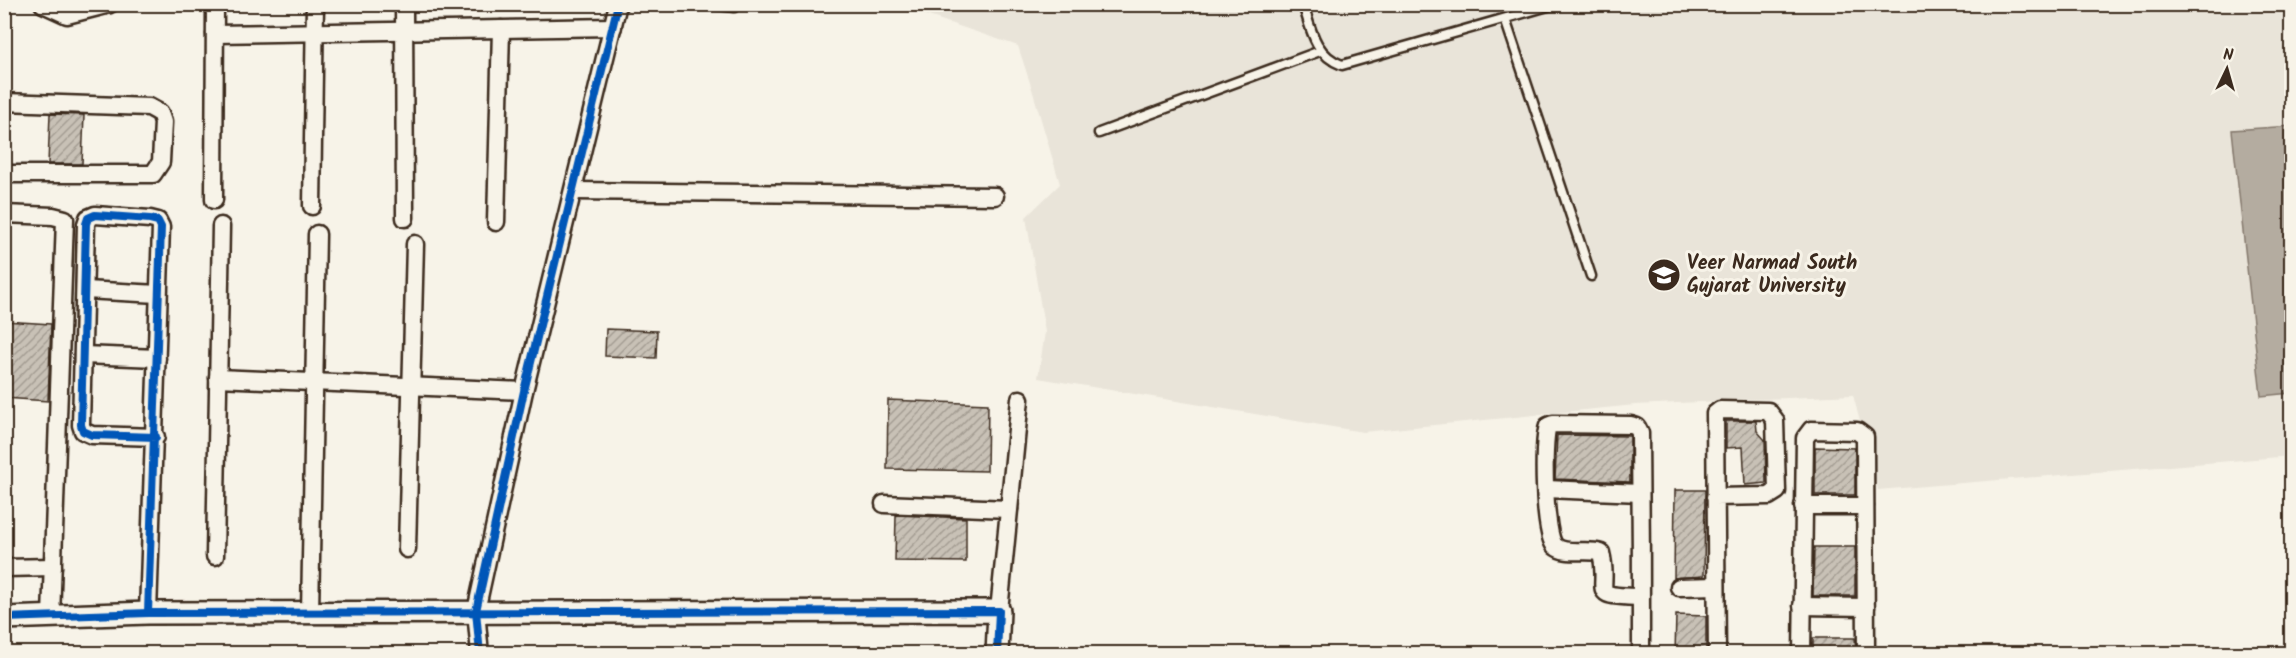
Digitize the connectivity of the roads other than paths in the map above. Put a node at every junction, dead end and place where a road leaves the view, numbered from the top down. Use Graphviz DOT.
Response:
graph roads {
  1 [pos="43,4"];
  2 [pos="110,4"];
  3 [pos="215,4"];
  4 [pos="315,4"];
  5 [pos="404,4"];
  6 [pos="618,4"];
  7 [pos="710,4"];
  8 [pos="1303,4"];
  9 [pos="1555,4"];
  10 [pos="734,7"];
  11 [pos="1505,19"];
  12 [pos="613,27"];
  13 [pos="501,29"];
  14 [pos="405,30"];
  15 [pos="315,32"];
  16 [pos="215,34"];
  17 [pos="1320,51"];
  18 [pos="4,102"];
  19 [pos="1099,133"];
  20 [pos="4,174"];
  21 [pos="574,191"];
  22 [pos="995,195"];
  23 [pos="214,200"];
  24 [pos="312,207"];
  25 [pos="4,214"];
  26 [pos="405,218"];
  27 [pos="496,222"];
  28 [pos="221,226"];
  29 [pos="317,234"];
  30 [pos="415,244"];
  31 [pos="1591,276"];
  32 [pos="85,290"];
  33 [pos="158,294"];
  34 [pos="83,355"];
  35 [pos="157,358"];
  36 [pos="218,378"];
  37 [pos="314,382"];
  38 [pos="411,386"];
  39 [pos="524,391"];
  40 [pos="1020,399"];
  41 [pos="156,437"];
  42 [pos="1546,489"];
  43 [pos="1640,492"];
  44 [pos="1716,497"];
  45 [pos="884,504"];
  46 [pos="1803,506"];
  47 [pos="1865,506"];
  48 [pos="1009,509"];
  49 [pos="407,549"];
  50 [pos="215,556"];
  51 [pos="53,567"];
  52 [pos="4,568"];
  53 [pos="1716,586"];
  54 [pos="1679,587"];
  55 [pos="1641,597"];
  56 [pos="1802,606"];
  57 [pos="1866,606"];
  58 [pos="476,611"];
  59 [pos="999,611"];
  60 [pos="148,613"];
  61 [pos="310,613"];
  62 [pos="51,617"];
  63 [pos="4,618"];
  64 [pos="480,654"];
  65 [pos="997,654"];
  66 [pos="1641,654"];
  67 [pos="1717,654"];
  68 [pos="1802,654"];
  69 [pos="1866,654"];
  1 -- 2 [label="street"];
  3 -- 16 [label="street"];
  4 -- 15 [label="street"];
  5 -- 14 [label="street"];
  6 -- 12 [label="street"];
  7 -- 10 [label="lane"];
  8 -- 17 [label="lane"];
  9 -- 11 [label="lane"];
  11 -- 17 [label="lane"];
  11 -- 31 [label="lane"];
  12 -- 13 [label="street"];
  12 -- 21 [label="street"];
  13 -- 14 [label="street"];
  13 -- 27 [label="street"];
  14 -- 15 [label="street"];
  14 -- 26 [label="street"];
  15 -- 16 [label="street"];
  15 -- 24 [label="street"];
  16 -- 23 [label="street"];
  17 -- 19 [label="lane"];
  18 -- 20 [label="street"];
  21 -- 22 [label="street"];
  21 -- 39 [label="street"];
  25 -- 51 [label="street"];
  28 -- 36 [label="street"];
  29 -- 37 [label="street"];
  30 -- 38 [label="street"];
  32 -- 33 [label="street"];
  32 -- 33 [label="street"];
  32 -- 34 [label="street"];
  33 -- 35 [label="street"];
  34 -- 35 [label="street"];
  34 -- 41 [label="street"];
  35 -- 41 [label="street"];
  36 -- 37 [label="street"];
  36 -- 50 [label="street"];
  37 -- 38 [label="street"];
  37 -- 61 [label="street"];
  38 -- 39 [label="street"];
  38 -- 49 [label="street"];
  39 -- 58 [label="street"];
  40 -- 48 [label="street"];
  41 -- 60 [label="street"];
  42 -- 43 [label="street"];
  42 -- 43 [label="street"];
  42 -- 55 [label="street"];
  43 -- 55 [label="street"];
  44 -- 44 [label="street"];
  44 -- 53 [label="street"];
  45 -- 48 [label="street"];
  46 -- 47 [label="street"];
  46 -- 47 [label="street"];
  46 -- 56 [label="street"];
  47 -- 57 [label="street"];
  48 -- 59 [label="street"];
  51 -- 52 [label="street"];
  51 -- 62 [label="street"];
  53 -- 54 [label="street"];
  53 -- 67 [label="street"];
  55 -- 66 [label="street"];
  56 -- 57 [label="street"];
  56 -- 68 [label="street"];
  57 -- 69 [label="street"];
  58 -- 59 [label="street"];
  58 -- 61 [label="street"];
  58 -- 64 [label="street"];
  59 -- 65 [label="street"];
  60 -- 61 [label="street"];
  60 -- 62 [label="street"];
  62 -- 63 [label="street"];
}
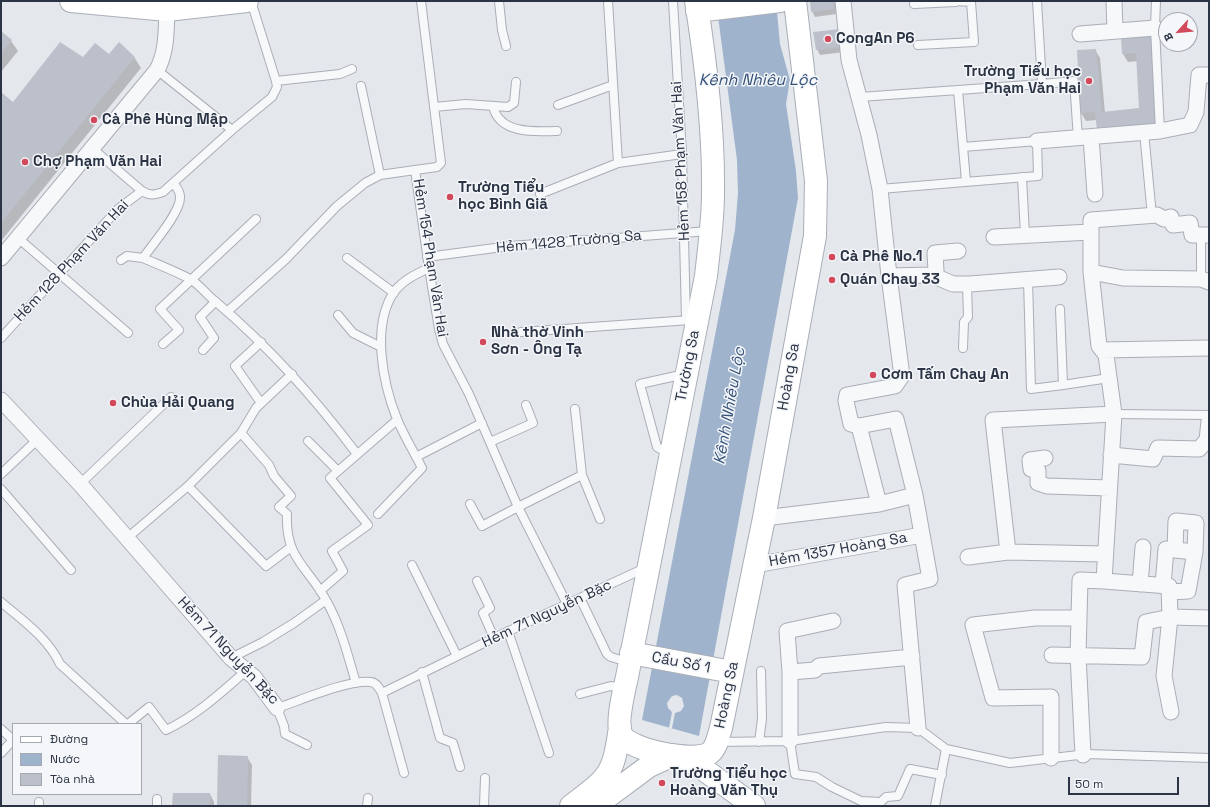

_ _ _

• **WHAT THE TASK ASKS**
Set down all the lines above exactly as they appear, with no pictures.

• **EXPECTED ANSWER**
Digitize the connectivity of the roads other than paths in the map above. Put a node at every junction, dead end and place where a road leaves the view, numbered from the top down. Use Graphviz DOT.
Response:
graph roads {
  1 [pos="43,4"];
  2 [pos="110,4"];
  3 [pos="215,4"];
  4 [pos="315,4"];
  5 [pos="404,4"];
  6 [pos="618,4"];
  7 [pos="710,4"];
  8 [pos="1303,4"];
  9 [pos="1555,4"];
  10 [pos="734,7"];
  11 [pos="1505,19"];
  12 [pos="613,27"];
  13 [pos="501,29"];
  14 [pos="405,30"];
  15 [pos="315,32"];
  16 [pos="215,34"];
  17 [pos="1320,51"];
  18 [pos="4,102"];
  19 [pos="1099,133"];
  20 [pos="4,174"];
  21 [pos="574,191"];
  22 [pos="995,195"];
  23 [pos="214,200"];
  24 [pos="312,207"];
  25 [pos="4,214"];
  26 [pos="405,218"];
  27 [pos="496,222"];
  28 [pos="221,226"];
  29 [pos="317,234"];
  30 [pos="415,244"];
  31 [pos="1591,276"];
  32 [pos="85,290"];
  33 [pos="158,294"];
  34 [pos="83,355"];
  35 [pos="157,358"];
  36 [pos="218,378"];
  37 [pos="314,382"];
  38 [pos="411,386"];
  39 [pos="524,391"];
  40 [pos="1020,399"];
  41 [pos="156,437"];
  42 [pos="1546,489"];
  43 [pos="1640,492"];
  44 [pos="1716,497"];
  45 [pos="884,504"];
  46 [pos="1803,506"];
  47 [pos="1865,506"];
  48 [pos="1009,509"];
  49 [pos="407,549"];
  50 [pos="215,556"];
  51 [pos="53,567"];
  52 [pos="4,568"];
  53 [pos="1716,586"];
  54 [pos="1679,587"];
  55 [pos="1641,597"];
  56 [pos="1802,606"];
  57 [pos="1866,606"];
  58 [pos="476,611"];
  59 [pos="999,611"];
  60 [pos="148,613"];
  61 [pos="310,613"];
  62 [pos="51,617"];
  63 [pos="4,618"];
  64 [pos="480,654"];
  65 [pos="997,654"];
  66 [pos="1641,654"];
  67 [pos="1717,654"];
  68 [pos="1802,654"];
  69 [pos="1866,654"];
  1 -- 2 [label="street"];
  3 -- 16 [label="street"];
  4 -- 15 [label="street"];
  5 -- 14 [label="street"];
  6 -- 12 [label="street"];
  7 -- 10 [label="lane"];
  8 -- 17 [label="lane"];
  9 -- 11 [label="lane"];
  11 -- 17 [label="lane"];
  11 -- 31 [label="lane"];
  12 -- 13 [label="street"];
  12 -- 21 [label="street"];
  13 -- 14 [label="street"];
  13 -- 27 [label="street"];
  14 -- 15 [label="street"];
  14 -- 26 [label="street"];
  15 -- 16 [label="street"];
  15 -- 24 [label="street"];
  16 -- 23 [label="street"];
  17 -- 19 [label="lane"];
  18 -- 20 [label="street"];
  21 -- 22 [label="street"];
  21 -- 39 [label="street"];
  25 -- 51 [label="street"];
  28 -- 36 [label="street"];
  29 -- 37 [label="street"];
  30 -- 38 [label="street"];
  32 -- 33 [label="street"];
  32 -- 33 [label="street"];
  32 -- 34 [label="street"];
  33 -- 35 [label="street"];
  34 -- 35 [label="street"];
  34 -- 41 [label="street"];
  35 -- 41 [label="street"];
  36 -- 37 [label="street"];
  36 -- 50 [label="street"];
  37 -- 38 [label="street"];
  37 -- 61 [label="street"];
  38 -- 39 [label="street"];
  38 -- 49 [label="street"];
  39 -- 58 [label="street"];
  40 -- 48 [label="street"];
  41 -- 60 [label="street"];
  42 -- 43 [label="street"];
  42 -- 43 [label="street"];
  42 -- 55 [label="street"];
  43 -- 55 [label="street"];
  44 -- 44 [label="street"];
  44 -- 53 [label="street"];
  45 -- 48 [label="street"];
  46 -- 47 [label="street"];
  46 -- 47 [label="street"];
  46 -- 56 [label="street"];
  47 -- 57 [label="street"];
  48 -- 59 [label="street"];
  51 -- 52 [label="street"];
  51 -- 62 [label="street"];
  53 -- 54 [label="street"];
  53 -- 67 [label="street"];
  55 -- 66 [label="street"];
  56 -- 57 [label="street"];
  56 -- 68 [label="street"];
  57 -- 69 [label="street"];
  58 -- 59 [label="street"];
  58 -- 61 [label="street"];
  58 -- 64 [label="street"];
  59 -- 65 [label="street"];
  60 -- 61 [label="street"];
  60 -- 62 [label="street"];
  62 -- 63 [label="street"];
}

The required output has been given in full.